--- PROVIDED DATA Enclosed Below ---

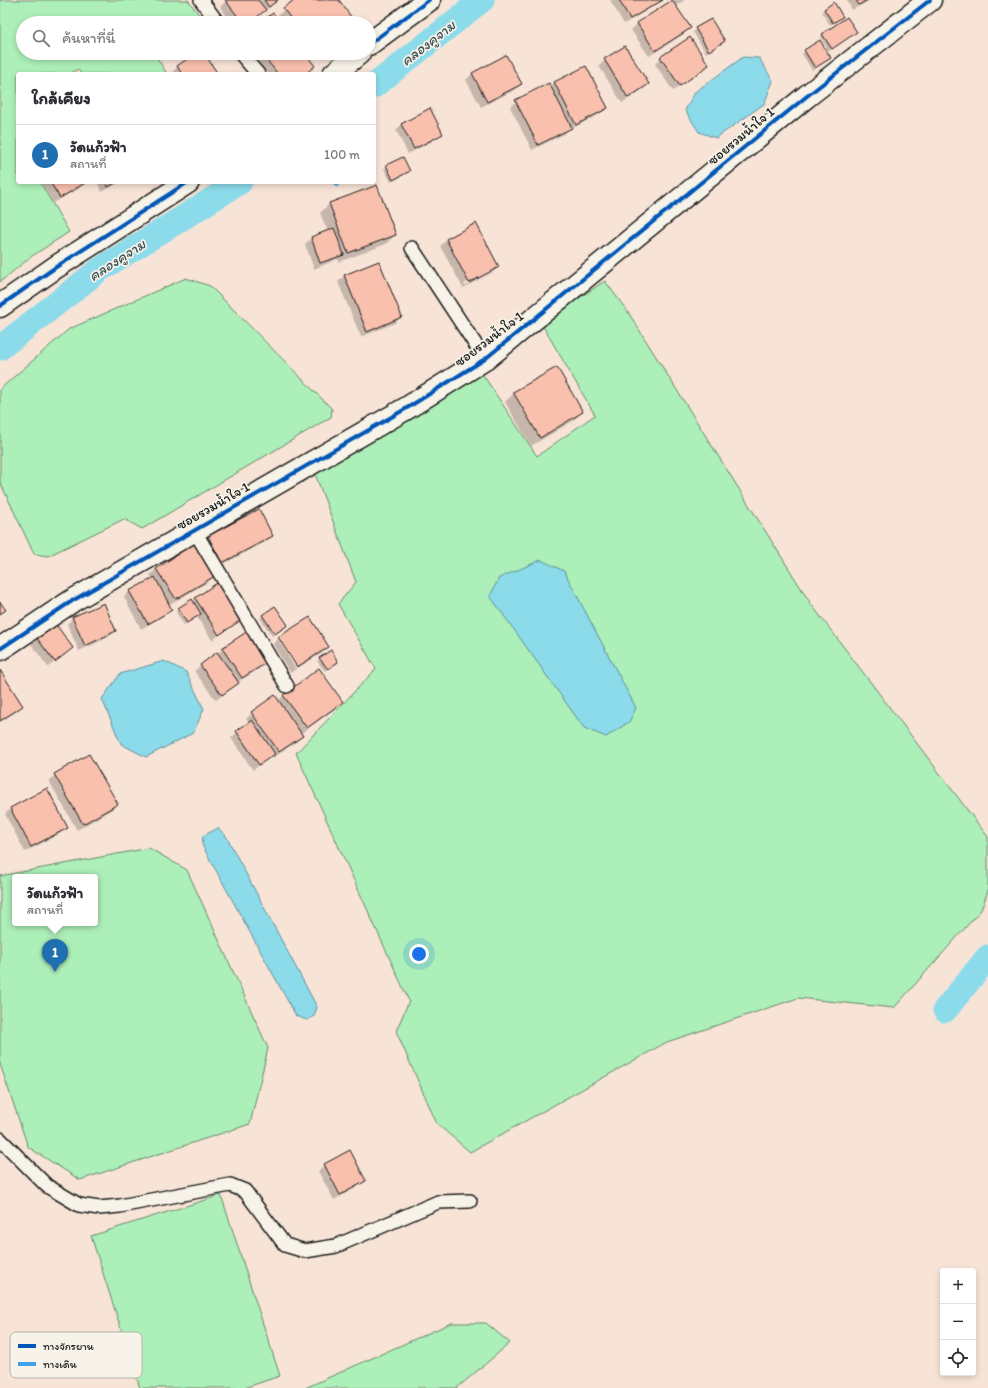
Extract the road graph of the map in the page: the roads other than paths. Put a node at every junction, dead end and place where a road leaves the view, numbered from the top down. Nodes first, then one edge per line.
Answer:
1 (200, 0) edge
2 (429, 0) edge
3 (930, 0) edge
4 (213, 16) edge
5 (376, 39) edge
6 (246, 60) edge
7 (351, 60) edge
8 (256, 72) edge
9 (336, 72) edge
10 (185, 184) edge
11 (412, 248) dead end
12 (0, 306) edge
13 (485, 359) junction
14 (194, 530) junction
15 (0, 649) edge
16 (287, 686) dead end
17 (0, 1139) edge
18 (470, 1201) dead end

1 - 4 lane
2 - 5 street
3 - 13 street, ซอยรวมน้ำใจ 1
6 - 8 lane
7 - 9 street
10 - 12 street
11 - 13 lane
13 - 14 street, ซอยรวมน้ำใจ 1
14 - 15 street, ซอยรวมน้ำใจ 1
14 - 16 lane
17 - 18 lane

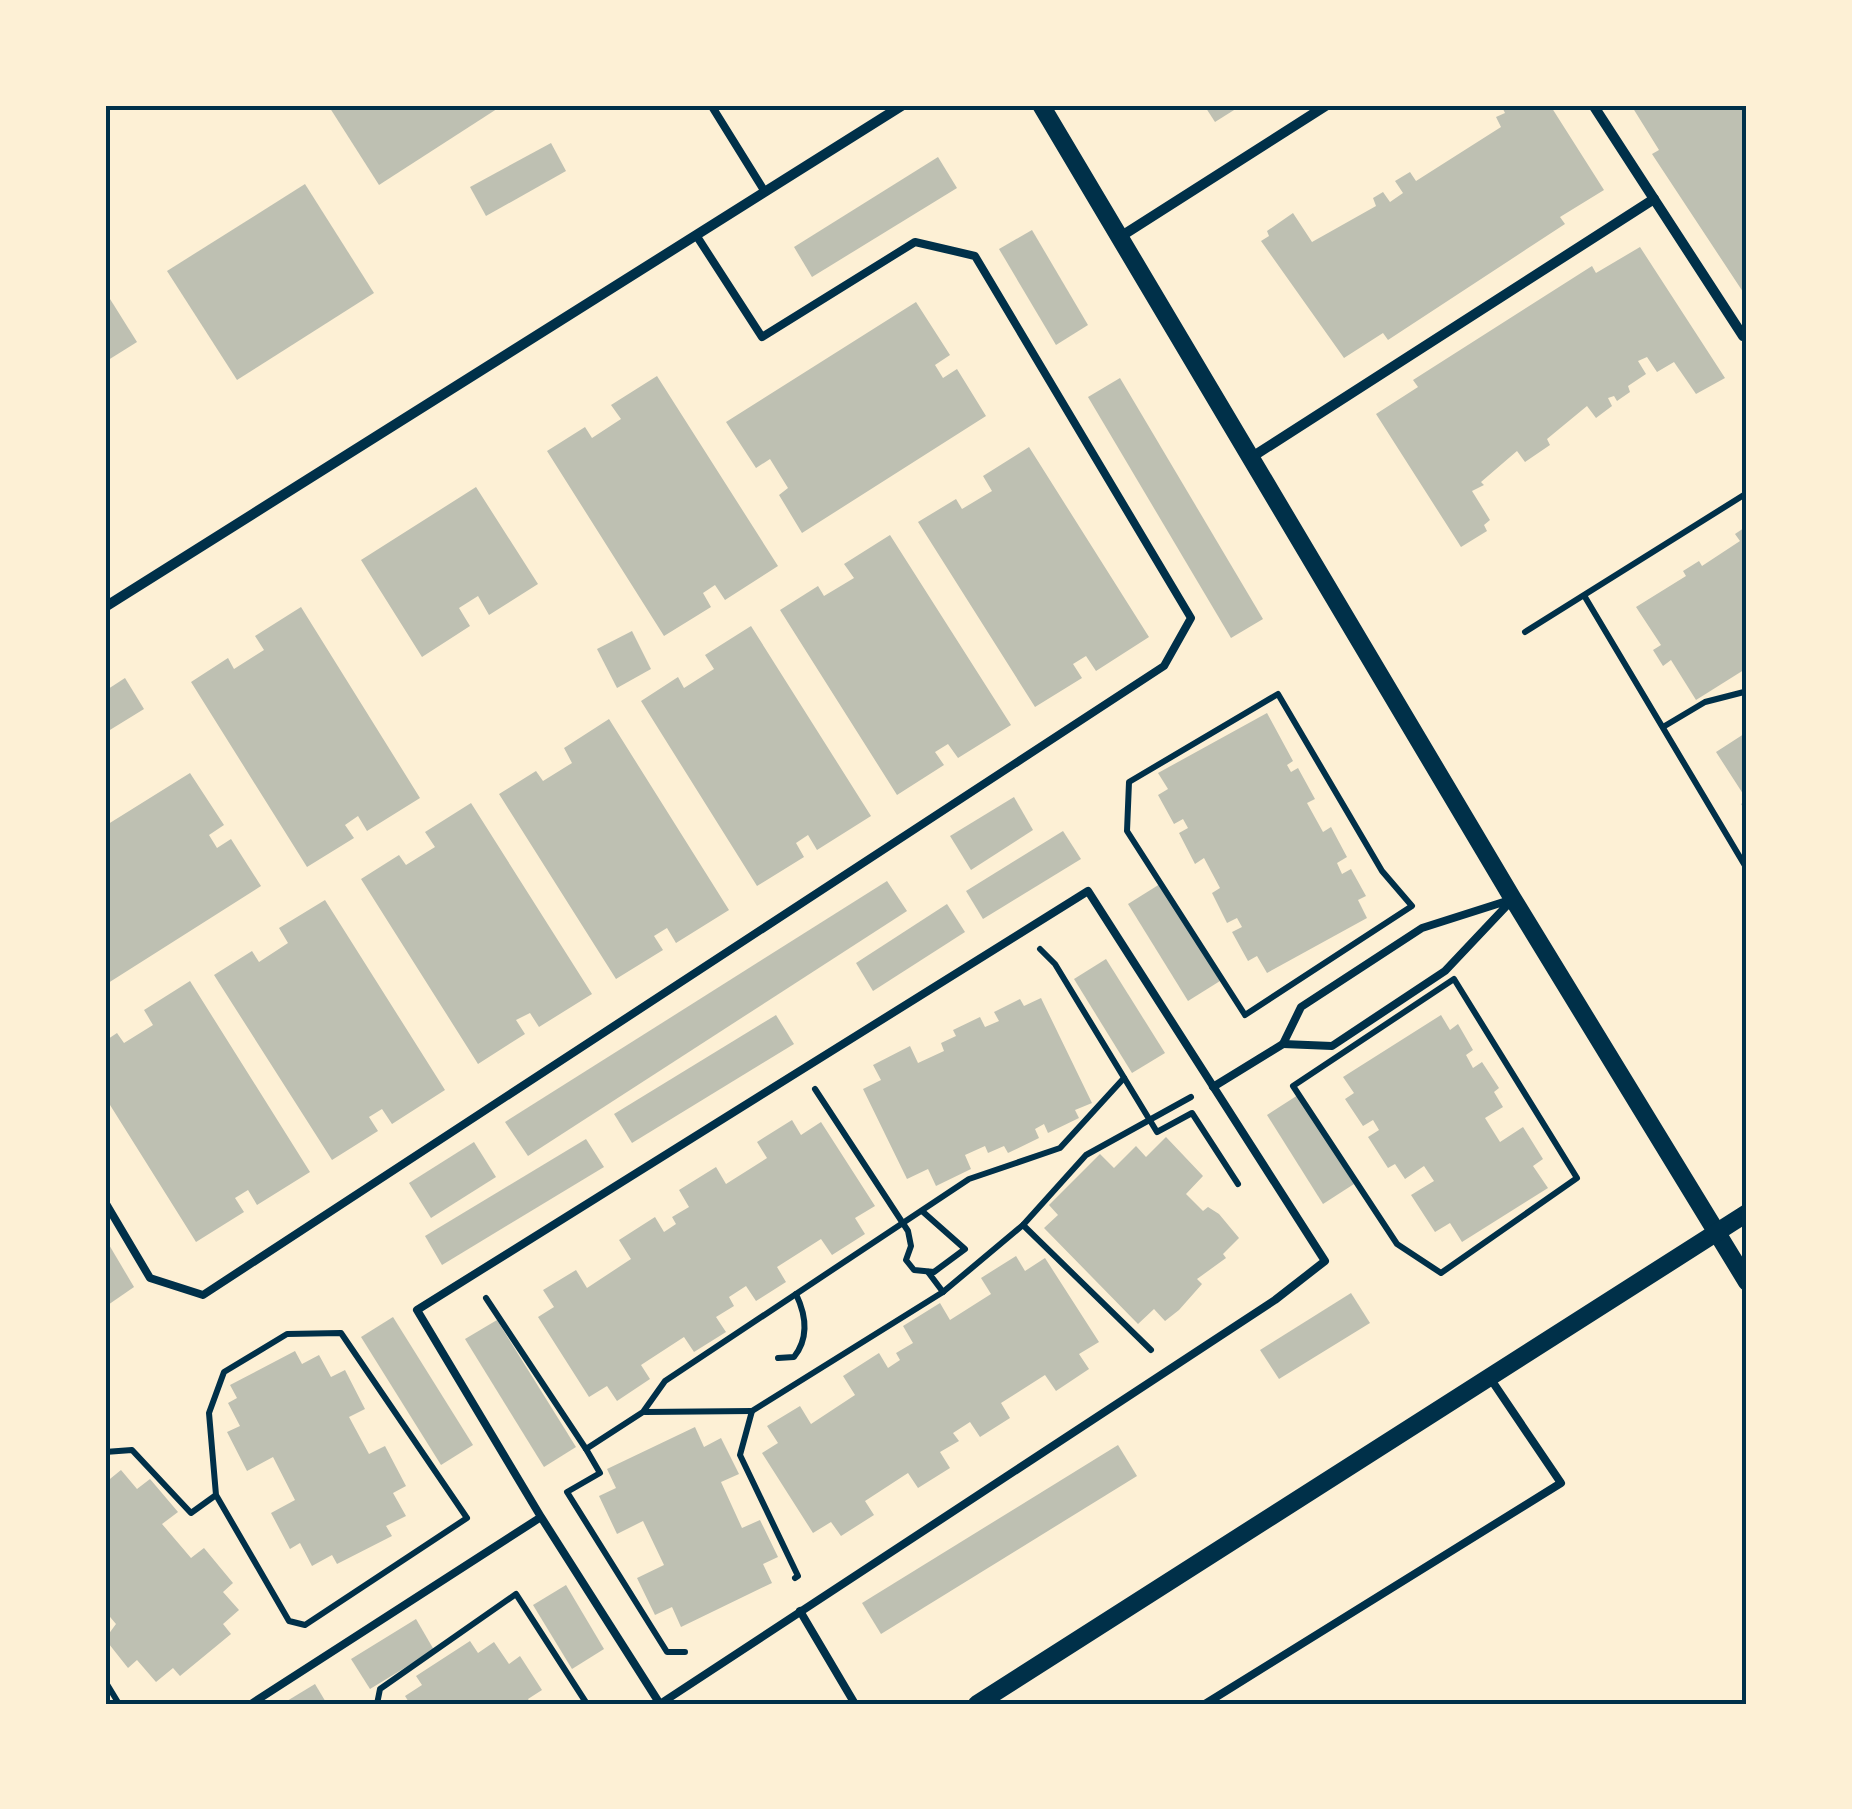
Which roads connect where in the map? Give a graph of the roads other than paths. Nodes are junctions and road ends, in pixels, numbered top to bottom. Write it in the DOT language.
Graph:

--- End of Enclosed PROVIDED DATA ---

YOUR GOAL ::
Identify each line in the records above containing the word "where"; copy those lines.

TASK RESULT ::
Extract the road graph of the map in the page: the roads other than paths. Put a node at every junction, dead end and place where a road leaves the view, numbered from the top down. Nodes first, then one edge per line.
Which roads connect where in the map? Give a graph of the roads other than paths. Nodes are junctions and road ends, in pixels, numbered top to bottom. Write it in the DOT language.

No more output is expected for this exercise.